EXERCISE REQUIREMENTS. Where in the records does the word "main" occur? Copy each line in which it does.

DATA SHOWN.
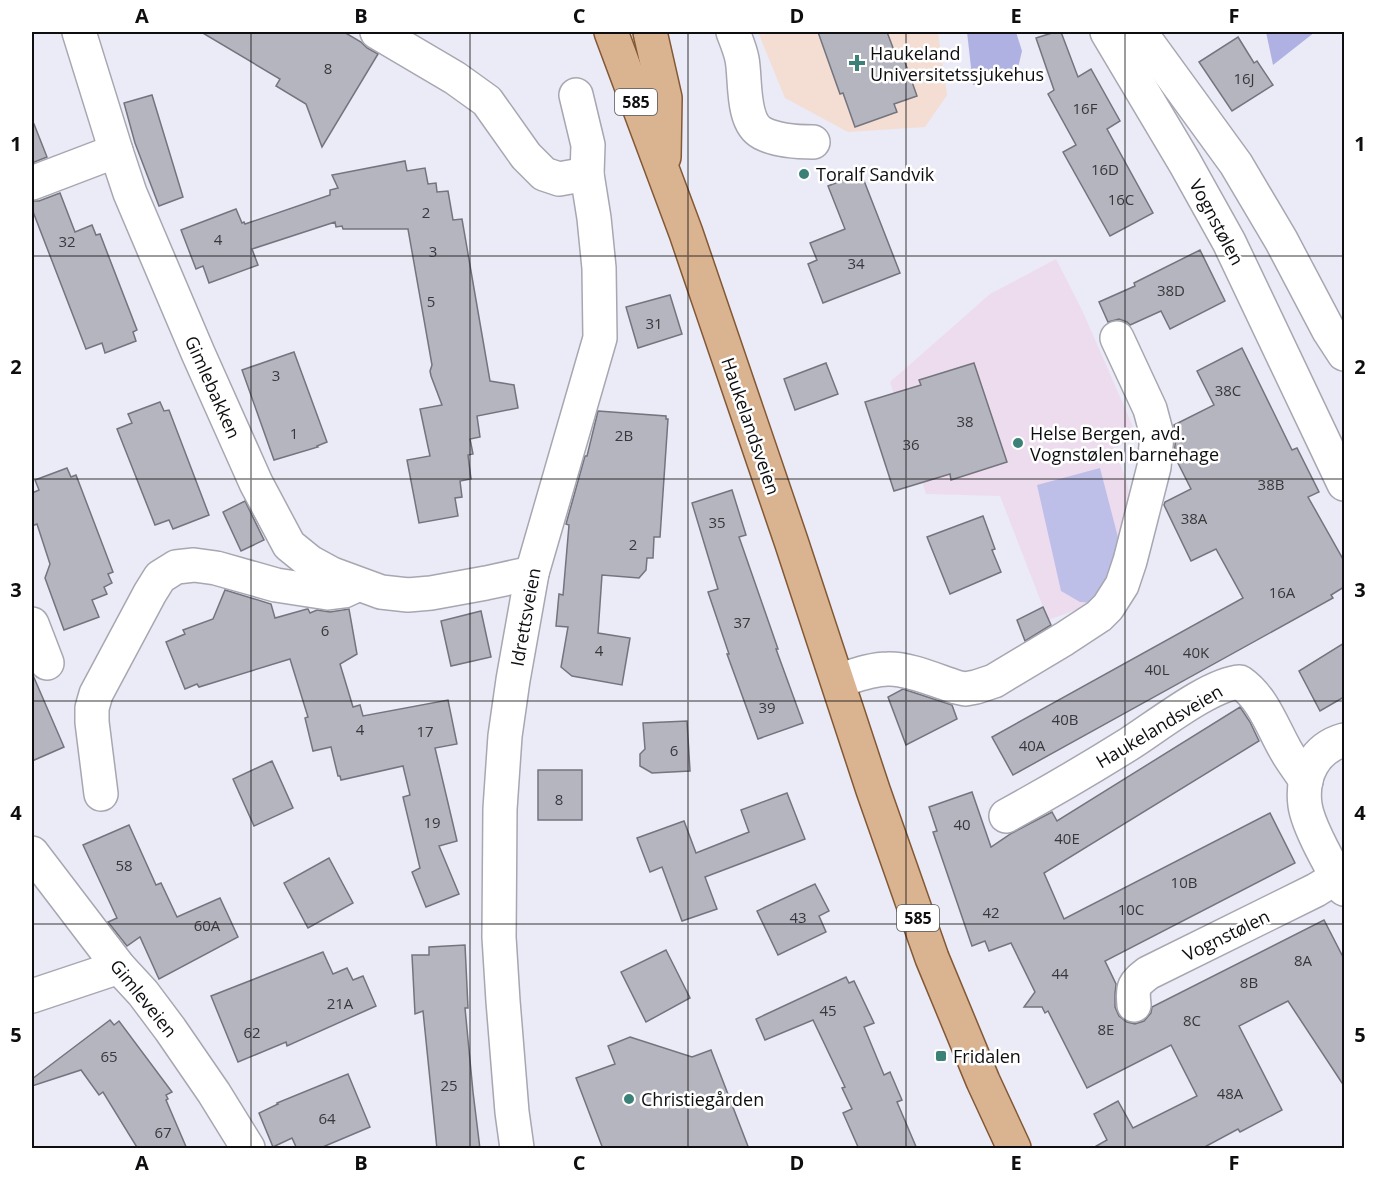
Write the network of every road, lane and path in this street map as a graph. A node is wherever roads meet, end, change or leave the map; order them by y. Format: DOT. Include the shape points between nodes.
graph roads {
  1 [pos="79,32"];
  2 [pos="377,32"];
  3 [pos="611,32"];
  4 [pos="650,32"];
  5 [pos="733,32"];
  6 [pos="1107,32"];
  7 [pos="1140,32"];
  8 [pos="576,95"];
  9 [pos="813,142"];
  10 [pos="116,151"];
  11 [pos="663,171"];
  12 [pos="587,174"];
  13 [pos="32,183"];
  14 [pos="1118,338"];
  15 [pos="1344,354"];
  16 [pos="1314,419"];
  17 [pos="1344,442"];
  18 [pos="1344,484"];
  19 [pos="532,573"];
  20 [pos="358,584"];
  21 [pos="32,624"];
  22 [pos="47,663"];
  23 [pos="838,681"];
  24 [pos="1344,740"];
  25 [pos="1306,781"];
  26 [pos="101,794"];
  27 [pos="1006,816"];
  28 [pos="32,853"];
  29 [pos="1341,883"];
  30 [pos="119,967"];
  31 [pos="32,996"];
  32 [pos="1134,1005"];
  33 [pos="248,1149"];
  34 [pos="517,1149"];
  35 [pos="1014,1149"];
  1 -- 10 [label="street, Gimlebakken"];
  2 -- 12 [label="street" via="486,101 543,174 559,179"];
  3 -- 11 [label="main road, Haukelandsveien / 585"];
  4 -- 11 [label="main road, Haukelandsveien / 585" via="665,98"];
  5 -- 9 [label="street" via="752,124 760,133"];
  6 -- 16 [label="street, Vognstølen" via="1229,242"];
  7 -- 15 [label="street" via="1236,164"];
  8 -- 12 [label="street, Idrettsveien" via="588,145"];
  10 -- 13 [label="street"];
  10 -- 20 [label="street, Gimlebakken" via="205,370 289,545 310,562"];
  11 -- 23 [label="main road, Haukelandsveien / 585"];
  12 -- 19 [label="street, Idrettsveien" via="599,268 600,338"];
  14 -- 23 [label="street" via="1150,409 1157,435 1154,467 1130,561 1122,585 1108,607 1064,639 994,681 976,687 956,687 900,669 875,670"];
  16 -- 17 [label="street, Vognstølen" via="1332,429"];
  16 -- 18 [label="street, Vognstølen"];
  19 -- 20 [label="street, Gimlebakken" via="408,595"];
  19 -- 34 [label="street, Idrettsveien" via="505,736 500,809 499,937"];
  20 -- 26 [label="street" via="328,593 194,565 176,567 160,577 92,708"];
  21 -- 22 [label="street"];
  23 -- 35 [label="main road, Haukelandsveien / 585" via="932,958"];
  24 -- 25 [label="street, Vognstølen" via="1318,755"];
  25 -- 27 [label="street, Haukelandsveien" via="1270,717 1240,682 1233,682"];
  25 -- 29 [label="street, Vognstølen" via="1305,807 1312,828"];
  28 -- 30 [label="street, Gimleveien"];
  29 -- 32 [label="street, Vognstølen" via="1316,890 1148,973 1132,990"];
  30 -- 31 [label="street"];
  30 -- 33 [label="street, Gimleveien" via="170,1029"];
}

TASK ANSWER.
  3 -- 11 [label="main road, Haukelandsveien / 585"];
  4 -- 11 [label="main road, Haukelandsveien / 585" via="665,98"];
  11 -- 23 [label="main road, Haukelandsveien / 585"];
  23 -- 35 [label="main road, Haukelandsveien / 585" via="932,958"];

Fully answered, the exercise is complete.